_Instructions for the task_
Print all of the data exactly.

———

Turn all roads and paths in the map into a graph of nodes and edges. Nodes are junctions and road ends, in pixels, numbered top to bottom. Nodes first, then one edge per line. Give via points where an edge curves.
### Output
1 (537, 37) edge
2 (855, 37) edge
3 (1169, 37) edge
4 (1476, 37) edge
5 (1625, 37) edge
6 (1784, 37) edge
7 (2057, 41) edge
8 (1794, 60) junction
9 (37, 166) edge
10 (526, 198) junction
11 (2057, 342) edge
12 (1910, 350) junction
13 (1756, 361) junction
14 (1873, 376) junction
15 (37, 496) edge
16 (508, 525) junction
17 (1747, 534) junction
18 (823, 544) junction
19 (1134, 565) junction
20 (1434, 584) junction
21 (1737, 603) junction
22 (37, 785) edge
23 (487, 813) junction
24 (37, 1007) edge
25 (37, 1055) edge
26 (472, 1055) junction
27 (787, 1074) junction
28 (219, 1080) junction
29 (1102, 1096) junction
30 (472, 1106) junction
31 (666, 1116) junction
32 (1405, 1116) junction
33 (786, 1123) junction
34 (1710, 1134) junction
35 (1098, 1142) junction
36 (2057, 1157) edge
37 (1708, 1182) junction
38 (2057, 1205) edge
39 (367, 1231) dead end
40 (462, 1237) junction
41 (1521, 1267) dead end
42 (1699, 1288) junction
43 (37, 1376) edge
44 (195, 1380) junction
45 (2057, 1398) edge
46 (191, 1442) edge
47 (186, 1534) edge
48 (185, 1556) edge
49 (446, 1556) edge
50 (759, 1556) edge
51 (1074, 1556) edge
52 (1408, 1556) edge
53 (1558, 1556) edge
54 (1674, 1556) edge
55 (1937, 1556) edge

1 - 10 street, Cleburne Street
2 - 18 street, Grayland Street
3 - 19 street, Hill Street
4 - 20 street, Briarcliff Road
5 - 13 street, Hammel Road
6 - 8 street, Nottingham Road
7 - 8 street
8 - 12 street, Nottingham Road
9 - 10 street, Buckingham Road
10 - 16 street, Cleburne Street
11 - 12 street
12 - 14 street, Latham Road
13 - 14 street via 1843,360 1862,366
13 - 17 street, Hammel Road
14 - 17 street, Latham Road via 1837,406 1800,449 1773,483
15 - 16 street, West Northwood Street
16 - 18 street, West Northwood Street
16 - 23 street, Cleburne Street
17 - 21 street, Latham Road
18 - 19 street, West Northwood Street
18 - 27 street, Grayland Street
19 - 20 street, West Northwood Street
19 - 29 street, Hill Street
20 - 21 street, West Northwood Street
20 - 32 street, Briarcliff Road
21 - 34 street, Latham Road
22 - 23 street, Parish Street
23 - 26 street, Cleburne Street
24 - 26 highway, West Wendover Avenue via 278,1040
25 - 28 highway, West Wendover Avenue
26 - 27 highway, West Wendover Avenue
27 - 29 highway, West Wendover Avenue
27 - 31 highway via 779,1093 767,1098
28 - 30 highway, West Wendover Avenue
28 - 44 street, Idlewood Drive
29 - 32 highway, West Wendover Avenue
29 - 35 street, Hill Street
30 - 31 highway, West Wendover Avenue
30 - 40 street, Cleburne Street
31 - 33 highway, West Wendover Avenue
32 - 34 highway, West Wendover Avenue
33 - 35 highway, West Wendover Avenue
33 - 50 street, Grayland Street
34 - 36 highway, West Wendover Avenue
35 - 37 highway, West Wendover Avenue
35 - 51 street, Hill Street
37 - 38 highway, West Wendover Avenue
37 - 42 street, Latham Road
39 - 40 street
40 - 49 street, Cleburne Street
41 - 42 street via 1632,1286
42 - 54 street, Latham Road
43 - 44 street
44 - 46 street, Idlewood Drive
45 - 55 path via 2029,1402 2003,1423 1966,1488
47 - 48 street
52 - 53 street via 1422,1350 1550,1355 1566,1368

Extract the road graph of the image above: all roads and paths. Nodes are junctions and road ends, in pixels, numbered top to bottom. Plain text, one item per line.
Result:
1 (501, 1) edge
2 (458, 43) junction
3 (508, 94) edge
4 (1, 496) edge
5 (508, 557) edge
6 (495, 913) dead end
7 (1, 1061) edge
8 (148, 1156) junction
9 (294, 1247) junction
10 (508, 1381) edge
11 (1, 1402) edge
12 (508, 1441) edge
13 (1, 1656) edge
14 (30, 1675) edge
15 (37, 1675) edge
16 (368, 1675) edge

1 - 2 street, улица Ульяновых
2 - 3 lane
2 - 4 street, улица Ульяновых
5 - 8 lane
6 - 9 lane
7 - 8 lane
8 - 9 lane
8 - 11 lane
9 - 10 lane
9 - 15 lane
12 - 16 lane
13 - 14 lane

———

_Response_
Turn all roads and paths in the map into a graph of nodes and edges. Nodes are junctions and road ends, in pixels, numbered top to bottom. Nodes first, then one edge per line. Give via points where an edge curves.
### Output
1 (537, 37) edge
2 (855, 37) edge
3 (1169, 37) edge
4 (1476, 37) edge
5 (1625, 37) edge
6 (1784, 37) edge
7 (2057, 41) edge
8 (1794, 60) junction
9 (37, 166) edge
10 (526, 198) junction
11 (2057, 342) edge
12 (1910, 350) junction
13 (1756, 361) junction
14 (1873, 376) junction
15 (37, 496) edge
16 (508, 525) junction
17 (1747, 534) junction
18 (823, 544) junction
19 (1134, 565) junction
20 (1434, 584) junction
21 (1737, 603) junction
22 (37, 785) edge
23 (487, 813) junction
24 (37, 1007) edge
25 (37, 1055) edge
26 (472, 1055) junction
27 (787, 1074) junction
28 (219, 1080) junction
29 (1102, 1096) junction
30 (472, 1106) junction
31 (666, 1116) junction
32 (1405, 1116) junction
33 (786, 1123) junction
34 (1710, 1134) junction
35 (1098, 1142) junction
36 (2057, 1157) edge
37 (1708, 1182) junction
38 (2057, 1205) edge
39 (367, 1231) dead end
40 (462, 1237) junction
41 (1521, 1267) dead end
42 (1699, 1288) junction
43 (37, 1376) edge
44 (195, 1380) junction
45 (2057, 1398) edge
46 (191, 1442) edge
47 (186, 1534) edge
48 (185, 1556) edge
49 (446, 1556) edge
50 (759, 1556) edge
51 (1074, 1556) edge
52 (1408, 1556) edge
53 (1558, 1556) edge
54 (1674, 1556) edge
55 (1937, 1556) edge

1 - 10 street, Cleburne Street
2 - 18 street, Grayland Street
3 - 19 street, Hill Street
4 - 20 street, Briarcliff Road
5 - 13 street, Hammel Road
6 - 8 street, Nottingham Road
7 - 8 street
8 - 12 street, Nottingham Road
9 - 10 street, Buckingham Road
10 - 16 street, Cleburne Street
11 - 12 street
12 - 14 street, Latham Road
13 - 14 street via 1843,360 1862,366
13 - 17 street, Hammel Road
14 - 17 street, Latham Road via 1837,406 1800,449 1773,483
15 - 16 street, West Northwood Street
16 - 18 street, West Northwood Street
16 - 23 street, Cleburne Street
17 - 21 street, Latham Road
18 - 19 street, West Northwood Street
18 - 27 street, Grayland Street
19 - 20 street, West Northwood Street
19 - 29 street, Hill Street
20 - 21 street, West Northwood Street
20 - 32 street, Briarcliff Road
21 - 34 street, Latham Road
22 - 23 street, Parish Street
23 - 26 street, Cleburne Street
24 - 26 highway, West Wendover Avenue via 278,1040
25 - 28 highway, West Wendover Avenue
26 - 27 highway, West Wendover Avenue
27 - 29 highway, West Wendover Avenue
27 - 31 highway via 779,1093 767,1098
28 - 30 highway, West Wendover Avenue
28 - 44 street, Idlewood Drive
29 - 32 highway, West Wendover Avenue
29 - 35 street, Hill Street
30 - 31 highway, West Wendover Avenue
30 - 40 street, Cleburne Street
31 - 33 highway, West Wendover Avenue
32 - 34 highway, West Wendover Avenue
33 - 35 highway, West Wendover Avenue
33 - 50 street, Grayland Street
34 - 36 highway, West Wendover Avenue
35 - 37 highway, West Wendover Avenue
35 - 51 street, Hill Street
37 - 38 highway, West Wendover Avenue
37 - 42 street, Latham Road
39 - 40 street
40 - 49 street, Cleburne Street
41 - 42 street via 1632,1286
42 - 54 street, Latham Road
43 - 44 street
44 - 46 street, Idlewood Drive
45 - 55 path via 2029,1402 2003,1423 1966,1488
47 - 48 street
52 - 53 street via 1422,1350 1550,1355 1566,1368

Extract the road graph of the image above: all roads and paths. Nodes are junctions and road ends, in pixels, numbered top to bottom. Plain text, one item per line.
Result:
1 (501, 1) edge
2 (458, 43) junction
3 (508, 94) edge
4 (1, 496) edge
5 (508, 557) edge
6 (495, 913) dead end
7 (1, 1061) edge
8 (148, 1156) junction
9 (294, 1247) junction
10 (508, 1381) edge
11 (1, 1402) edge
12 (508, 1441) edge
13 (1, 1656) edge
14 (30, 1675) edge
15 (37, 1675) edge
16 (368, 1675) edge

1 - 2 street, улица Ульяновых
2 - 3 lane
2 - 4 street, улица Ульяновых
5 - 8 lane
6 - 9 lane
7 - 8 lane
8 - 9 lane
8 - 11 lane
9 - 10 lane
9 - 15 lane
12 - 16 lane
13 - 14 lane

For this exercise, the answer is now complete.